O Sr. e respeitadíssimo Dotoisso em quase nada mudara nesses últimos 30 anos. Continua sem sorriso no rosto, de poucas palavras, modos toscos, truculento e brabo. E o que fizera ele pra conquistar uma alta posição nas Organizações das Usinas D’algodão do Nordeste do Brasil? Ninguém sabe! Ele nunca foi dado a fofocas e muito menos de exposições pessoais! Apenas conquistou a filha do dono! E como a conquistou? Ele dele nada diz!

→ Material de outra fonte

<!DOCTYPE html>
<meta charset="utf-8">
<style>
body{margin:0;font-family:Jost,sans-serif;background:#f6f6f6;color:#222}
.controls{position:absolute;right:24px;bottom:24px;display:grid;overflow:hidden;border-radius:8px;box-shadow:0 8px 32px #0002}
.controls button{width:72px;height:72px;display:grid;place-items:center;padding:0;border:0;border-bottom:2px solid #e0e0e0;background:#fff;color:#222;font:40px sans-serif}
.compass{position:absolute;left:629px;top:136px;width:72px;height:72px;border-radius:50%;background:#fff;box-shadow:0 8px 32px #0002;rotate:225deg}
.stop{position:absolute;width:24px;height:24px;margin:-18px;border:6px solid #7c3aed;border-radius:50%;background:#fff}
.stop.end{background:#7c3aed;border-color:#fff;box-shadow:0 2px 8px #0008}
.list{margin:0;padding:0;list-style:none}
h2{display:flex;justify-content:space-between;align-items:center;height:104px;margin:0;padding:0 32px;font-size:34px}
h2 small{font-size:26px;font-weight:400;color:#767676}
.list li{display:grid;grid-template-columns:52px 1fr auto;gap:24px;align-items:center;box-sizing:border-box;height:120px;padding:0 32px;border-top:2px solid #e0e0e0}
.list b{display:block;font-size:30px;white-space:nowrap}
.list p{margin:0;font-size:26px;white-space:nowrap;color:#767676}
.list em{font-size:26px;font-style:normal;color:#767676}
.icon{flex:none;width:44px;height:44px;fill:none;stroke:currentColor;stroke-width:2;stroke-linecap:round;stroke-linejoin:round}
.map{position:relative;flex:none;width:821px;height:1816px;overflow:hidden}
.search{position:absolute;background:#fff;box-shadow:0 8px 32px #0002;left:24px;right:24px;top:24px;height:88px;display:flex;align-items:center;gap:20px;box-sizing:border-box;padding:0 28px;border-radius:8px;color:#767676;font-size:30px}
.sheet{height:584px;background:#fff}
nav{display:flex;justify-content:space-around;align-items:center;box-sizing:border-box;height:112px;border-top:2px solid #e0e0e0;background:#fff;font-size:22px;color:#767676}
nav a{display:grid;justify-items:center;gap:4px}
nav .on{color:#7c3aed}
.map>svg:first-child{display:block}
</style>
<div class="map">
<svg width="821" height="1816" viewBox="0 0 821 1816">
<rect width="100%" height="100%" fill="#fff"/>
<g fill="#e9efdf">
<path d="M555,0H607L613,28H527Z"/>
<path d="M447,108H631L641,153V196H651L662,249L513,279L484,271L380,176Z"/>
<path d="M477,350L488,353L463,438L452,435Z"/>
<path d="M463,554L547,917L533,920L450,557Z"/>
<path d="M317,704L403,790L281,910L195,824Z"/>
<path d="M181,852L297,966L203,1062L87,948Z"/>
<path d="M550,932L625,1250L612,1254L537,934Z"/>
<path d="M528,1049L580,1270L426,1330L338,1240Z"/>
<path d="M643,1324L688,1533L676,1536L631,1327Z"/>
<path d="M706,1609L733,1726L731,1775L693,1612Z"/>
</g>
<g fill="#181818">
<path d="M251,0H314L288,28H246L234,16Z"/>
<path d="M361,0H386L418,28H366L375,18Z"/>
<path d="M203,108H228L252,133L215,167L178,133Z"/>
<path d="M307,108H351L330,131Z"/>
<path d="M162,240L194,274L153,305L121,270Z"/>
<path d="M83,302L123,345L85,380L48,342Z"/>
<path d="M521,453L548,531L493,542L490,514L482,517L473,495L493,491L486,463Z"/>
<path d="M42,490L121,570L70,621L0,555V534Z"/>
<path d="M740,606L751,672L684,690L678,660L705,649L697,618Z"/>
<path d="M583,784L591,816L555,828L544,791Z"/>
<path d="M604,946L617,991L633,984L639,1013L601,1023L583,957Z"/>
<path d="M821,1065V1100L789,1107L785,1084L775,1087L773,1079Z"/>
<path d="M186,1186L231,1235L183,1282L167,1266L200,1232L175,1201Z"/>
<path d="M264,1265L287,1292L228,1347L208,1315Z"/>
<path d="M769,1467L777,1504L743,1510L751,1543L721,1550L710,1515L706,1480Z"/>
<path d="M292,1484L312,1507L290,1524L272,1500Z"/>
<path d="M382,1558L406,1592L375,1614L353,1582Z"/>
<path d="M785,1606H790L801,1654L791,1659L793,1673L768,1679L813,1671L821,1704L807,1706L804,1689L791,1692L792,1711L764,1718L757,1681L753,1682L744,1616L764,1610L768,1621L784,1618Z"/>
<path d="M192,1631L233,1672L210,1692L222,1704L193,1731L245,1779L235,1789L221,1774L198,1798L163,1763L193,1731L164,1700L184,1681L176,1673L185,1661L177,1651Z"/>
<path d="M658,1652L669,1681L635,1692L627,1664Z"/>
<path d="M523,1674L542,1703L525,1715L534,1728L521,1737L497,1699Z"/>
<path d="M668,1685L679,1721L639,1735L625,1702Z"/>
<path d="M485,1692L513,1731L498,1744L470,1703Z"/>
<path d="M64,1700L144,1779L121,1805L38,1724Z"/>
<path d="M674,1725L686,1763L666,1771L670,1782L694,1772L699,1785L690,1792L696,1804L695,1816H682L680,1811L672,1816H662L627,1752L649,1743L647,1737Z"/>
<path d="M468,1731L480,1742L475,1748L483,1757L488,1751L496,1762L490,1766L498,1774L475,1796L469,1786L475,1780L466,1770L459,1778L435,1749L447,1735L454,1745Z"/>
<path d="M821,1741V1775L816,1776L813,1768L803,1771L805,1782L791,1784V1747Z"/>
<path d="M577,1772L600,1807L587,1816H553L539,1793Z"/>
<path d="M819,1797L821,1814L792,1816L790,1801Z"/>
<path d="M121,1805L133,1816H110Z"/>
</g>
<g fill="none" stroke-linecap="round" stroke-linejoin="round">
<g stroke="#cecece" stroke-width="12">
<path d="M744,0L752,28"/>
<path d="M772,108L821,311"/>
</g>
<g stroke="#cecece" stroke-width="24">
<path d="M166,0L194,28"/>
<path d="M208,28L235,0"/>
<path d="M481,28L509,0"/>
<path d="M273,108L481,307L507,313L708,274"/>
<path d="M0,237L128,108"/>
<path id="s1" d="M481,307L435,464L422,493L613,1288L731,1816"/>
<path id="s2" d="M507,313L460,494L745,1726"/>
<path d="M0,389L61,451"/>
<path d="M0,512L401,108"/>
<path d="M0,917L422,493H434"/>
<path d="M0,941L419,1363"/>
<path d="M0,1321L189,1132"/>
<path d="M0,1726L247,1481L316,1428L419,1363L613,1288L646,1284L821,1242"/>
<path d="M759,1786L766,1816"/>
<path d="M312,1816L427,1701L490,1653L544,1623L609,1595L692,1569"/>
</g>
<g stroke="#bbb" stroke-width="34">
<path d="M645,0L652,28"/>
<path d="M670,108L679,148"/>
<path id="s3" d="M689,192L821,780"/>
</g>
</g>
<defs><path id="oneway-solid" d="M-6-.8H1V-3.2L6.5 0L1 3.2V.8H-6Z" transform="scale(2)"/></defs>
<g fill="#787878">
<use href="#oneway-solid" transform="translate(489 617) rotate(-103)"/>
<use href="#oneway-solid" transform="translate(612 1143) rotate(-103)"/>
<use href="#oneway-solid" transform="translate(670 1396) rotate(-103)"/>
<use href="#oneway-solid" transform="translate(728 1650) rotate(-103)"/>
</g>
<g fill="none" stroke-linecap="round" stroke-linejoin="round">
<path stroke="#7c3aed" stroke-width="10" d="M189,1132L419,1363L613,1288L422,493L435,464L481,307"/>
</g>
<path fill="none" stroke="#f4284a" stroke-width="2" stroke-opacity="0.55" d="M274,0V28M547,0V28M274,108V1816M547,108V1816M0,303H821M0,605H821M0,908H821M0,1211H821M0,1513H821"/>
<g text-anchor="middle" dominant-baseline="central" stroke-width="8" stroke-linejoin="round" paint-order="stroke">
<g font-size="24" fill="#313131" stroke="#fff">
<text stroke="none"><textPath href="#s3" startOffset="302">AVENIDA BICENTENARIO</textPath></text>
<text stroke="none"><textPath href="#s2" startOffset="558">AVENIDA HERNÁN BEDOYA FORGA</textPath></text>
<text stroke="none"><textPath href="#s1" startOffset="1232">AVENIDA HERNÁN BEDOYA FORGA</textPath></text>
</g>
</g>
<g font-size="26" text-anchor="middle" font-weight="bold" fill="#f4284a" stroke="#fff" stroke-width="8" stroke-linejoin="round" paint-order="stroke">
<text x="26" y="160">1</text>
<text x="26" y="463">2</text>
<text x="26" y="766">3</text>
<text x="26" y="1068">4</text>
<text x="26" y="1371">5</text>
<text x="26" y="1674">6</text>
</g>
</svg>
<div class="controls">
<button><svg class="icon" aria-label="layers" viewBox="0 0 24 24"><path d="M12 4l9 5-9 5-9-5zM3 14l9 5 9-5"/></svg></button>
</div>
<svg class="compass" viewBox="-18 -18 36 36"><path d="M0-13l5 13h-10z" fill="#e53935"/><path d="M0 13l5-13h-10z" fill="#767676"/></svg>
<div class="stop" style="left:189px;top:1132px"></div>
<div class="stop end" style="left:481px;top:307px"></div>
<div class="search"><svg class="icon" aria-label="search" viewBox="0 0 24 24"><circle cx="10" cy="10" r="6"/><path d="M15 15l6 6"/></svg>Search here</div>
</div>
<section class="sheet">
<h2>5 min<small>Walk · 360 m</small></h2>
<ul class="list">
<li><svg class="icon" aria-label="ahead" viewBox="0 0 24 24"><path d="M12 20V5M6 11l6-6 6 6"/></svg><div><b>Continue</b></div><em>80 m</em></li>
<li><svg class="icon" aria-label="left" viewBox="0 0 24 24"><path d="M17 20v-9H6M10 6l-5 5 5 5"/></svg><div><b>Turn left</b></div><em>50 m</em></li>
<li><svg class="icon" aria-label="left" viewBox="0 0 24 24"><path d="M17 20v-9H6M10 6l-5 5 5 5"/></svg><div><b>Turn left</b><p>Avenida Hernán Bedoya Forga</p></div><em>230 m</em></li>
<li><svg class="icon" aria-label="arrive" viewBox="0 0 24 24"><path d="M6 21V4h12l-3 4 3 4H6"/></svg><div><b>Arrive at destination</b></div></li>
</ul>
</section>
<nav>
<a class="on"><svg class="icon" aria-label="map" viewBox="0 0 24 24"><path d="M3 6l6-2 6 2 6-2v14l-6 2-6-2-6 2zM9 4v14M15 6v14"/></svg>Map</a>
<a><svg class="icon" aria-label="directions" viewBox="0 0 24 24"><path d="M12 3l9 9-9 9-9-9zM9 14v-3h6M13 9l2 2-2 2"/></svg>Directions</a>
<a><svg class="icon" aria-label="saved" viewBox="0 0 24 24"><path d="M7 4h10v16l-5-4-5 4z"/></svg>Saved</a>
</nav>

Dotoisso, nesses últimos dias, anda meio abatido, nervoso e de olhos inchados e vermelhos. Ele foi visto, depois 30 anos de ausência, no sítio Baixa-Verde, de carro importado e alguns capangas ao seu entorno a lhe fazer a devida segurança. Dotoisso chorou? Está com medo de quê? Ficou frouxo? Foi visto na casa de um dos filhos de Pai-Xangô e de Mãe-Jurema. Queria saber o que os búzios lhe diriam acerca dum sonho que teve, depois de anos, com Biana, que se lhe aparecera linda, educada, inteligente, com aquelas pernas grossas, com aqueles seios duros e com aquela bunda grande, toda dentro daquela minissaia ai ai ai ui ui e a frase Eu nunca te esqueci! tatuada em seu pescoço. Dotoisso nunca pensara em Biana, nunca por ela sofrera, nunca falara em seu nome, nunca guardara uma única mágoa dessa linda mulher. Por que sonhou com ela? E o pior, por que no outro dia ele com ela encontrou, depois de 30 anos, numa agência bancária ela, in loco, sem sonho, real, ao vivo, linda, educada, inteligente, com aquelas pernas grossas, com aqueles seios duros e com aquela bunda grande, toda dentro daquela minissaia ai ai ai ui ui e a frase Eu nunca te esqueci! tatuada em seu pescoço.
Dotoisso Muito-Mais-Que-Isso Kuesta, que nunca sonhou, que nunca chorou, que nunca teve medo de ninguém, se encontrava, agora, em meio a um grande pesadelo, por isso voltou à Baixa-Verde de seu passado pra invocar o espírito das valentias e das brabezas de Seu Valentinisso, de Seu Gentisso, de seu jegue serviçal Cláudio Manuel e de seu saudoso touro preferido Cara-Preta, para ser de novo Dotoisso, muito mais que isso que se tornou agora, brabo e sem essa de sonhos, pois sonhos são coisas de mulherzinha, e homem que é homem não sonha, tem pesadelo, como esse de agora, ganha a briga e mata o bandido do pesadelo. Dotoisso Muito-Mais-Que-Isso Kuesta, cabra macho da Baixa-Verde, tinha frescura com ele não!